Under the Radar Standouts
It was little over one month ago that the Northeast Hoops Festival assembled all of the top teams in the northeast for the region's premier tune-up. Two weeks of live period action followed close behind and there's been more good basketball in early May.
Leading up to next weekend's Memorial Day Super 16 Showcase, NERR will take the better part of the next ten days to examine the players who may not have earned the highest or most scholarship offers, but have nonetheless seized the opportunity to shine over the course of the last five weeks and consequently deserve their due credit as well.
The majority of that coverage will focus on players who do not play on sneaker sponsored teams. Up first though, is a look at one player from each of New England's five sponsored programs, who may still be a little under-the-radar but has nonetheless raised the level of their game to prove their worth on the national level.
Moses Flowers, Team New England - Flowers was still out with injury at the Northeast Hoops Festival and not expected back in the line-up in time for the first weekend of the live period. He not only proved to be ahead of schedule but didn't have an ounce of rust on him as he was as shredded and athletic as ever while demonstrating a much improved skill set. Flowers has transformed himself from an undersized athletic wing a year ago to a true guard who is now handling the ball more, knocking down an incredible 55% of his attempts from downtown (and 72% from the stripe), while continuing to be a lockdown defender.
Darion Jordan-Thomas, BABC - An undersized but bouncy big man, Jordan-Thomas has been a model of efficiency for BABC this spring. He's shooting an astounding 89% from the floor, having converted on 65 of his 73 field goal attempts to date. They're not all just easy finishes either as he's shown footwork in the block and some impressive moves with his back to the basket along with a capable stroke out to the mid-range area. Combine that with the fact that he is the team's leading rebounder at 6.2/game and pound-for-pound one of the best offensive rebounders in the EYBL and you have someone who has definitely increased his profile.

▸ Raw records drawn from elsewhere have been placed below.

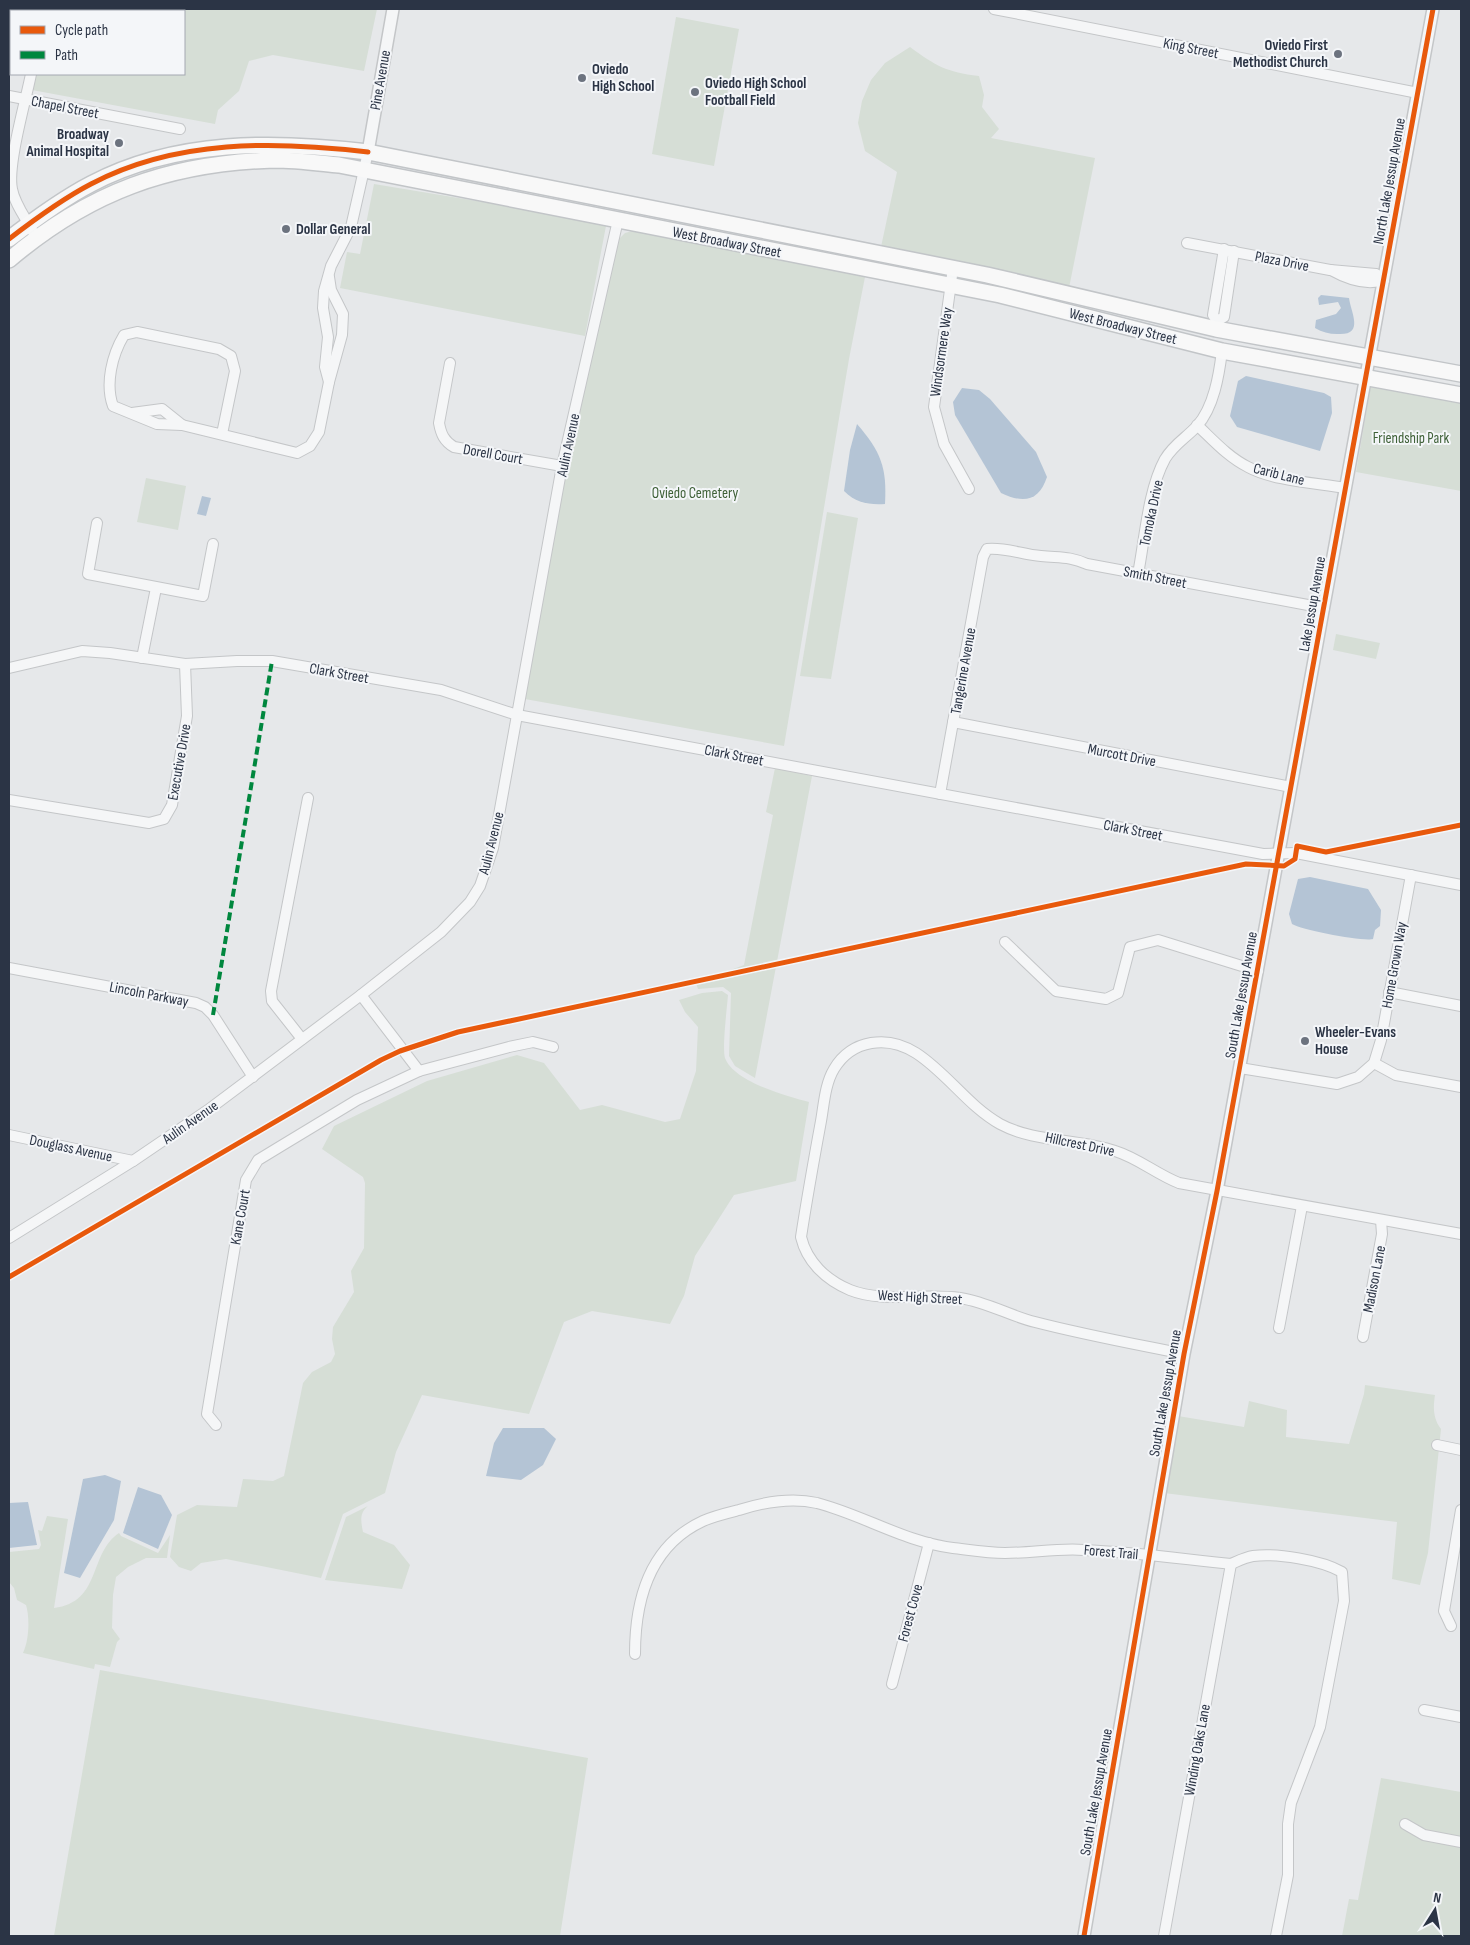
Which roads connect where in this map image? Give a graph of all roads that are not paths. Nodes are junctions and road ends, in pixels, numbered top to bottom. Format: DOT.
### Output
graph roads {
  1 [pos="393,9"];
  2 [pos="994,9"];
  3 [pos="1433,9"];
  4 [pos="31,75"];
  5 [pos="1418,93"];
  6 [pos="9,96"];
  7 [pos="26,100"];
  8 [pos="180,129"];
  9 [pos="368,152"];
  10 [pos="364,170"];
  11 [pos="581,196"];
  12 [pos="542,206"];
  13 [pos="653,210"];
  14 [pos="618,220"];
  15 [pos="29,223"];
  16 [pos="36,238"];
  17 [pos="9,239"];
  18 [pos="1187,243"];
  19 [pos="1229,250"];
  20 [pos="9,260"];
  21 [pos="953,268"];
  22 [pos="329,277"];
  23 [pos="1384,280"];
  24 [pos="950,286"];
  25 [pos="336,299"];
  26 [pos="323,302"];
  27 [pos="344,323"];
  28 [pos="328,325"];
  29 [pos="1216,325"];
  30 [pos="1222,350"];
  31 [pos="1370,358"];
  32 [pos="450,362"];
  33 [pos="1461,374"];
  34 [pos="1366,378"];
  35 [pos="329,382"];
  36 [pos="1461,395"];
  37 [pos="132,413"];
  38 [pos="182,425"];
  39 [pos="1197,425"];
  40 [pos="222,434"];
  41 [pos="562,466"];
  42 [pos="1345,488"];
  43 [pos="969,489"];
  44 [pos="97,523"];
  45 [pos="212,544"];
  46 [pos="987,549"];
  47 [pos="1138,574"];
  48 [pos="156,588"];
  49 [pos="1324,608"];
  50 [pos="142,658"];
  51 [pos="185,664"];
  52 [pos="9,668"];
  53 [pos="517,715"];
  54 [pos="954,722"];
  55 [pos="1291,787"];
  56 [pos="940,794"];
  57 [pos="308,798"];
  58 [pos="9,800"];
  59 [pos="1279,855"];
  60 [pos="1410,875"];
  61 [pos="1461,885"];
  62 [pos="1005,942"];
  63 [pos="9,968"];
  64 [pos="1258,971"];
  65 [pos="1389,992"];
  66 [pos="361,995"];
  67 [pos="1461,1006"];
  68 [pos="302,1039"];
  69 [pos="554,1047"];
  70 [pos="1374,1062"];
  71 [pos="1240,1068"];
  72 [pos="419,1071"];
  73 [pos="252,1077"];
  74 [pos="1461,1087"];
  75 [pos="9,1135"];
  76 [pos="133,1161"];
  77 [pos="811,1173"];
  78 [pos="1217,1191"];
  79 [pos="1302,1206"];
  80 [pos="1381,1220"];
  81 [pos="1461,1234"];
  82 [pos="9,1238"];
  83 [pos="1279,1328"];
  84 [pos="1363,1337"];
  85 [pos="1184,1354"];
  86 [pos="216,1425"];
  87 [pos="1437,1445"];
  88 [pos="1461,1450"];
  89 [pos="1461,1510"];
  90 [pos="1459,1535"];
  91 [pos="929,1543"];
  92 [pos="1149,1556"];
  93 [pos="1231,1564"];
  94 [pos="1451,1626"];
  95 [pos="635,1654"];
  96 [pos="892,1684"];
  97 [pos="1424,1710"];
  98 [pos="1461,1716"];
  99 [pos="1405,1824"];
  100 [pos="1461,1842"];
  101 [pos="1084,1936"];
  102 [pos="1164,1936"];
  103 [pos="1276,1936"];
  1 -- 9 [label="street, Pine Avenue"];
  2 -- 5 [label="street, King Street"];
  3 -- 5 [label="street, North Lake Jessup Avenue"];
  4 -- 7 [label="street"];
  5 -- 23 [label="street, North Lake Jessup Avenue"];
  6 -- 7 [label="street, Chapel Street"];
  7 -- 8 [label="street, Chapel Street"];
  7 -- 15 [label="street"];
  9 -- 10 [label="street"];
  9 -- 11 [label="main road, West Broadway Street"];
  9 -- 15 [label="main road, West Broadway Street"];
  10 -- 12 [label="main road, West Broadway Street"];
  10 -- 16 [label="main road, West Broadway Street"];
  10 -- 22 [label="street"];
  11 -- 12 [label="main road"];
  11 -- 13 [label="main road, West Broadway Street"];
  12 -- 14 [label="main road, West Broadway Street"];
  13 -- 14 [label="main road"];
  13 -- 21 [label="main road, West Broadway Street"];
  14 -- 24 [label="main road, West Broadway Street"];
  14 -- 41 [label="street, Aulin Avenue"];
  15 -- 16 [label="street"];
  15 -- 17 [label="main road, West Broadway Street"];
  16 -- 20 [label="main road, West Broadway Street"];
  18 -- 19 [label="street, Plaza Drive"];
  19 -- 23 [label="street, Plaza Drive"];
  19 -- 29 [label="street"];
  21 -- 24 [label="street, Windsormere Way"];
  21 -- 29 [label="main road, West Broadway Street"];
  22 -- 25 [label="street"];
  22 -- 26 [label="street"];
  23 -- 31 [label="street, North Lake Jessup Avenue"];
  24 -- 30 [label="main road, West Broadway Street"];
  24 -- 43 [label="street, Windsormere Way"];
  25 -- 26 [label="street"];
  25 -- 27 [label="street"];
  26 -- 28 [label="street"];
  27 -- 28 [label="street"];
  27 -- 35 [label="street"];
  28 -- 35 [label="street"];
  29 -- 31 [label="main road, West Broadway Street"];
  30 -- 34 [label="main road, West Broadway Street"];
  30 -- 39 [label="street, Tomoka Drive"];
  31 -- 33 [label="main road, West Broadway Street"];
  31 -- 34 [label="street, Lake Jessup Avenue"];
  32 -- 41 [label="street, Dorell Court"];
  34 -- 36 [label="main road, West Broadway Street"];
  34 -- 42 [label="street, Lake Jessup Avenue"];
  35 -- 40 [label="street"];
  37 -- 38 [label="street"];
  37 -- 38 [label="street"];
  37 -- 40 [label="street"];
  38 -- 40 [label="street"];
  39 -- 42 [label="street, Carib Lane"];
  39 -- 47 [label="street, Tomoka Drive"];
  41 -- 53 [label="street, Aulin Avenue"];
  42 -- 49 [label="street, Lake Jessup Avenue"];
  44 -- 48 [label="street"];
  45 -- 48 [label="street"];
  46 -- 47 [label="street, Smith Street"];
  46 -- 54 [label="street, Tangerine Avenue"];
  47 -- 49 [label="street, Smith Street"];
  48 -- 50 [label="street"];
  49 -- 55 [label="street, Lake Jessup Avenue"];
  50 -- 51 [label="street, Clark Street"];
  50 -- 52 [label="street, Clark Street"];
  51 -- 53 [label="street, Clark Street"];
  51 -- 58 [label="street, Executive Drive"];
  53 -- 56 [label="street, Clark Street"];
  53 -- 66 [label="street, Aulin Avenue"];
  54 -- 55 [label="street, Murcott Drive"];
  54 -- 56 [label="street, Tangerine Avenue"];
  55 -- 59 [label="street, Lake Jessup Avenue"];
  56 -- 59 [label="street, Clark Street"];
  57 -- 68 [label="street"];
  59 -- 60 [label="street, Clark Street"];
  59 -- 64 [label="street, South Lake Jessup Avenue"];
  60 -- 61 [label="street, Clark Street"];
  60 -- 65 [label="street, Home Grown Way"];
  62 -- 64 [label="street"];
  63 -- 73 [label="street, Lincoln Parkway"];
  64 -- 71 [label="street, South Lake Jessup Avenue"];
  65 -- 67 [label="street"];
  65 -- 70 [label="street, Home Grown Way"];
  66 -- 68 [label="street, Aulin Avenue"];
  66 -- 72 [label="street"];
  68 -- 73 [label="street, Aulin Avenue"];
  69 -- 72 [label="street, Kane Court"];
  70 -- 71 [label="street"];
  70 -- 74 [label="street"];
  71 -- 78 [label="street, South Lake Jessup Avenue"];
  72 -- 86 [label="street, Kane Court"];
  73 -- 76 [label="street, Aulin Avenue"];
  75 -- 76 [label="street, Douglass Avenue"];
  76 -- 82 [label="street, Aulin Avenue"];
  77 -- 78 [label="street, Hillcrest Drive"];
  77 -- 85 [label="street, West High Street"];
  78 -- 79 [label="street, Hillcrest Drive"];
  78 -- 85 [label="street, South Lake Jessup Avenue"];
  79 -- 80 [label="street, Hillcrest Drive"];
  79 -- 83 [label="street"];
  80 -- 81 [label="street, Hillcrest Drive"];
  80 -- 84 [label="street, Madison Lane"];
  85 -- 92 [label="street, South Lake Jessup Avenue"];
  87 -- 88 [label="street"];
  89 -- 90 [label="street"];
  90 -- 94 [label="street"];
  91 -- 92 [label="street, Forest Trail"];
  91 -- 95 [label="street, Forest Trail"];
  91 -- 96 [label="street, Forest Cove"];
  92 -- 93 [label="street, Forest Trail"];
  92 -- 101 [label="street, South Lake Jessup Avenue"];
  93 -- 102 [label="street, Winding Oaks Lane"];
  93 -- 103 [label="street, Forest Trail"];
  97 -- 98 [label="street"];
  99 -- 100 [label="street"];
}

Joe Pridgen, Expressions Elite - He may not fit into any conventional positions but history has shown that if you can make an impact in the EYBL then you can make an impact at the next level. Pridgen has done that and more while sparking Expressions' 8-4 start. He's averaged over 8 points and 5 rebounds per game while connecting on 57% of his field goal attempts. More impressive though is the fact that he's doing it while often matched-up with players three or four inches taller. He's made plays around the rim and in the open floor alike while bringing a toughness, motor, and mentality that can't be measured by feet and inches.
Joey Reilly, NE6 - If there were questions about how he could impact the game versus national caliber competition, they've been answered at this point. Whatever Reilly may lack in size he has more than compensated for with skill, energy, and consistency. He's shot 48% from behind the three point line while knocking down an average of two threes per game and increasing the quickness of his release as he adapts to the level of competition. He's also shooting 50% from the floor and 80% from the free-throw line. Reilly's value eclipses the numbers though as he's an "everyday guy" who brings it on both ends every time he steps on the floor and never lacks a sense of urgency.
Marty Silvera, Mass Rivals - Coming off a big junior season at Doherty High School in Worcester, Silvera came into the grassroots season in notably better shape than he left it last summer. With his improved conditioning and constant skill, he's emerged as perhaps the most consistent floor general option for the Rivals this spring. He leads the team in assists, has a 2:1 assist-to-turnover ration with no more than 2 turnovers in any game this spring, and has knocked down 40% of his shots from behind the arc. Mid-way through the live period he also announced that he would head to Putnam Science and reclassify to 2020. That news was met by an immediate offer from Iona College.